Searching On Multiple Columns
There are two possibilities if a search should span the contents of multiple columns:
- use a composite index column on your table. See Defining a Composite Index.
- use the MATCH Predicate predicate on multiple columns.
When querying multiple columns, there are many ways how the relevance a.k.a. _score can be computed.

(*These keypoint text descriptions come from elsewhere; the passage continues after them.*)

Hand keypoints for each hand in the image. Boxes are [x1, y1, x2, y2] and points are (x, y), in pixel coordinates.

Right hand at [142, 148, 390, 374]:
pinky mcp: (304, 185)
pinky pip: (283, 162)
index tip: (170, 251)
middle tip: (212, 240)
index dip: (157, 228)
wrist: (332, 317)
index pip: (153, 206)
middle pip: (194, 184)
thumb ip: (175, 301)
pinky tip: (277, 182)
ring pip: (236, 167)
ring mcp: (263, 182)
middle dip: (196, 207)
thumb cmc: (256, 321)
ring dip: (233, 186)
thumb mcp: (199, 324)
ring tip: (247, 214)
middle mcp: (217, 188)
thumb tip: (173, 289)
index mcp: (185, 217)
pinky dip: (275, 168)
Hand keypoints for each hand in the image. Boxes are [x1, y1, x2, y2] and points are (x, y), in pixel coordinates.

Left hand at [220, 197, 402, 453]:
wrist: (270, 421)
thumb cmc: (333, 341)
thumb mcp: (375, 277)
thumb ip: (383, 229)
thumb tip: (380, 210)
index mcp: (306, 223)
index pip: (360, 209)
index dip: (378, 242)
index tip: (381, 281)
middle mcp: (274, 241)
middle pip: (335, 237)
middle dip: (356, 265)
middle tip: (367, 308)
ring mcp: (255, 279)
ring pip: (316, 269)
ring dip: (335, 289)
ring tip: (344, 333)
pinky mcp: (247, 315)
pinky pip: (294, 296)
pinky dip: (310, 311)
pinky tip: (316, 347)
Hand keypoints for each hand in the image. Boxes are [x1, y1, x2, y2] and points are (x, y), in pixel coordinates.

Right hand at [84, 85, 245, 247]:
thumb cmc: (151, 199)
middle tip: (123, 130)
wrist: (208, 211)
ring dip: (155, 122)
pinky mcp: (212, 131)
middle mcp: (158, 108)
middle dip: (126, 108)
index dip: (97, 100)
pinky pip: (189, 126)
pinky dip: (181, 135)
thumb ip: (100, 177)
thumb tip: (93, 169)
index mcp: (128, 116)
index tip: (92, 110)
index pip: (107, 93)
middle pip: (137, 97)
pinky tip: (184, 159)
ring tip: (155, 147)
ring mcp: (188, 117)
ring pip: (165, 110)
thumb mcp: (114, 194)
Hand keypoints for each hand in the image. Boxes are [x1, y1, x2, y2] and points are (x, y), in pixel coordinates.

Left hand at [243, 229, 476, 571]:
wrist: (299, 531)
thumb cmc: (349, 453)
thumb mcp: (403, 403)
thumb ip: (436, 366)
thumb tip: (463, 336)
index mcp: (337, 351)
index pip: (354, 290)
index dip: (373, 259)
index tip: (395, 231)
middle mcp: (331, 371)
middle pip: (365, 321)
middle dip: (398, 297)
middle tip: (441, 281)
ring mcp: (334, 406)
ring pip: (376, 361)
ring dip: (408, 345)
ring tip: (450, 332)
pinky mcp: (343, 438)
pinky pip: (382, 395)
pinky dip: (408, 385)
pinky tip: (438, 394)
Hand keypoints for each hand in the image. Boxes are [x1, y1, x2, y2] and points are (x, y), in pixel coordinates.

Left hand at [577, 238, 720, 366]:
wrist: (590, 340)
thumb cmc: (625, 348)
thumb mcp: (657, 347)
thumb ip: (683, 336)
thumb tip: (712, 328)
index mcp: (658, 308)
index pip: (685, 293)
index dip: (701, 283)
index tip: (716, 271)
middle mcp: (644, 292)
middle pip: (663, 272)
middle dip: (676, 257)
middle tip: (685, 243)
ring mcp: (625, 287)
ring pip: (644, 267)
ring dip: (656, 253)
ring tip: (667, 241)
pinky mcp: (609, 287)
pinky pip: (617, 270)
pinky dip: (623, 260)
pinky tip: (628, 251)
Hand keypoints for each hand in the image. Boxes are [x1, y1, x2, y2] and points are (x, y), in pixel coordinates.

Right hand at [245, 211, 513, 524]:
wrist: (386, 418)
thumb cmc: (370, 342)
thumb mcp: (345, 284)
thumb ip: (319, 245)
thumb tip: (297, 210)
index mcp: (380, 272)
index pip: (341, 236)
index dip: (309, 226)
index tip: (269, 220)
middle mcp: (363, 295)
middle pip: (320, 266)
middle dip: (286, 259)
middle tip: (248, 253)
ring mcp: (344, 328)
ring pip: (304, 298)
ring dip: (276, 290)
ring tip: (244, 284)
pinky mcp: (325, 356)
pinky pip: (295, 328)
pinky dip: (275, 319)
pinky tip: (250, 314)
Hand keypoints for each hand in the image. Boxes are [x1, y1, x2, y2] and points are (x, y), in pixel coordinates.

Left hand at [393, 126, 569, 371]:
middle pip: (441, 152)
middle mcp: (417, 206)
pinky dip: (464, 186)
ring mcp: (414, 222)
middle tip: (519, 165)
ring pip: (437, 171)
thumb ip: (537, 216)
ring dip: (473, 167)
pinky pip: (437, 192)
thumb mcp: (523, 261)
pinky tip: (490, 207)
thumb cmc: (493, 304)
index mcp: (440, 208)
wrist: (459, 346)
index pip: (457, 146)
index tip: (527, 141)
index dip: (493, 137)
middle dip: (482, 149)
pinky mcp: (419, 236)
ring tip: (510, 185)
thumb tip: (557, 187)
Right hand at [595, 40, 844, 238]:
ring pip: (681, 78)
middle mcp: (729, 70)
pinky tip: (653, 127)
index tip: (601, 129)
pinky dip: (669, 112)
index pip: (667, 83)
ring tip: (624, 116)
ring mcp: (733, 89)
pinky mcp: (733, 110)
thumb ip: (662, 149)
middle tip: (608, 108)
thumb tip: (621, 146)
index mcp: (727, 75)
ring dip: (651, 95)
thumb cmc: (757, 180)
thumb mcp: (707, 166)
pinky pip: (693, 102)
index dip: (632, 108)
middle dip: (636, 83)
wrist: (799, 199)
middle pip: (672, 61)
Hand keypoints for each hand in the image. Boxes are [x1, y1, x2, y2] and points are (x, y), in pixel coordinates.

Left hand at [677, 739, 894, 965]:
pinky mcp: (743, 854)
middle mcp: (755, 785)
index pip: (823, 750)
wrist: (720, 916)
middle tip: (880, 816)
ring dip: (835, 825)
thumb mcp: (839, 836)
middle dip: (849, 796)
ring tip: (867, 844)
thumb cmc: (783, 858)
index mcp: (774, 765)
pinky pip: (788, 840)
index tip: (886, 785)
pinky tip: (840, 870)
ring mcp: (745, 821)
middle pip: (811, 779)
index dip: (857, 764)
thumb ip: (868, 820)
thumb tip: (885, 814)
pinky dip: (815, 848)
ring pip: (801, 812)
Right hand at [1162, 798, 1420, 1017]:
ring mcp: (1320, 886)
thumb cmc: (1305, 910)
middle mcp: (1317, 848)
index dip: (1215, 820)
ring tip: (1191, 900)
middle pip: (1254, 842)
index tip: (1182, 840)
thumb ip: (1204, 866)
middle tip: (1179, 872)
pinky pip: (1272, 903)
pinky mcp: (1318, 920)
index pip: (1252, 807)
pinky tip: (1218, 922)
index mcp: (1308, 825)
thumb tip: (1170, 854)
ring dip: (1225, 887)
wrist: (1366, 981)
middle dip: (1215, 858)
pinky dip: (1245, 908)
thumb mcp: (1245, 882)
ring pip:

These different techniques are called Match Types.
To increase the relevance of rows where one column matches extremely well, use best_fields
(the default).
If rows with good matches spread over all included columns should be more relevant, use most_fields
. If searching multiple columns as if they were one, use cross_fields
.
For searching of matching phrases (tokens are in the exact same order) use phrase
or phrase_prefix
:
cr> select name, _score from locations
... where match(
... (name_description_ft, race['name'] 1.5, kind 0.75),
... 'end of the galaxy'
... ) order by _score desc;
+-------------------+------------+
| name | _score |
+-------------------+------------+
| NULL | 3.435174 |
| Altair | 1.3862944 |
| Aldebaran | 1.2243153 |
| Outer Eastern Rim | 0.8561404 |
| North West Ripple | 0.83460975 |
+-------------------+------------+
SELECT 5 rows in set (... sec)
cr> select name, description, _score from locations
... where match(
... (name_description_ft), 'end of the galaxy'
... ) using phrase with (analyzer='english', slop=4);
+------+-------------------------+-----------+
| name | description | _score |
+------+-------------------------+-----------+
| NULL | The end of the Galaxy.% | 3.4351742 |
+------+-------------------------+-----------+
SELECT 1 row in set (... sec)
A vast amount of options exist to fine-tune your fulltext search. A detailed reference can be found here MATCH Predicate.
Negative Search
A negative fulltext search can be done using a NOT
clause:
cr> select name, _score from locations
... where not match(name_description_ft, 'time')
... order by _score, name asc;
+------------------------------------+--------+
| name | _score |
+------------------------------------+--------+
| | 1.0 |
| Aldebaran | 1.0 |
| Algol | 1.0 |
| Allosimanius Syneca | 1.0 |
| Alpha Centauri | 1.0 |
| Argabuthon | 1.0 |
| Arkintoofle Minor | 1.0 |
| Galactic Sector QQ7 Active J Gamma | 1.0 |
| North West Ripple | 1.0 |
| Outer Eastern Rim | 1.0 |
| NULL | 1.0 |
+------------------------------------+--------+
SELECT 11 rows in set (... sec)
Filter By _score
It is possible to filter results by the _score column but as its value is a computed value relative to the highest score of all results and consequently never absolute or comparable across searches the usefulness outside of sorting is very limited.
Although possible, filtering by the greater-than-or-equals(‘>=’) operator on the _score column would not make much sense and can lead to unpredictable result sets.
Anyway let’s do it here for demonstration purpose:
cr> select name, _score
... from locations where match(name_description_ft, 'time')
... and _score >= 0.8 order by _score;
+-----------+-----------+
| name | _score |
+-----------+-----------+
| Altair | 2.3862944 |
| Bartledan | 2.6672127 |
+-----------+-----------+
SELECT 2 rows in set (... sec)
As you might have noticed, the _score value has changed for the same query text and document because it’s a ratio relative to all results, and by filtering on _score, ‘all results’ has already changed.
Caution
As noted above _score is a relative number and not comparable across searches. Filtering is therefore greatly discouraged.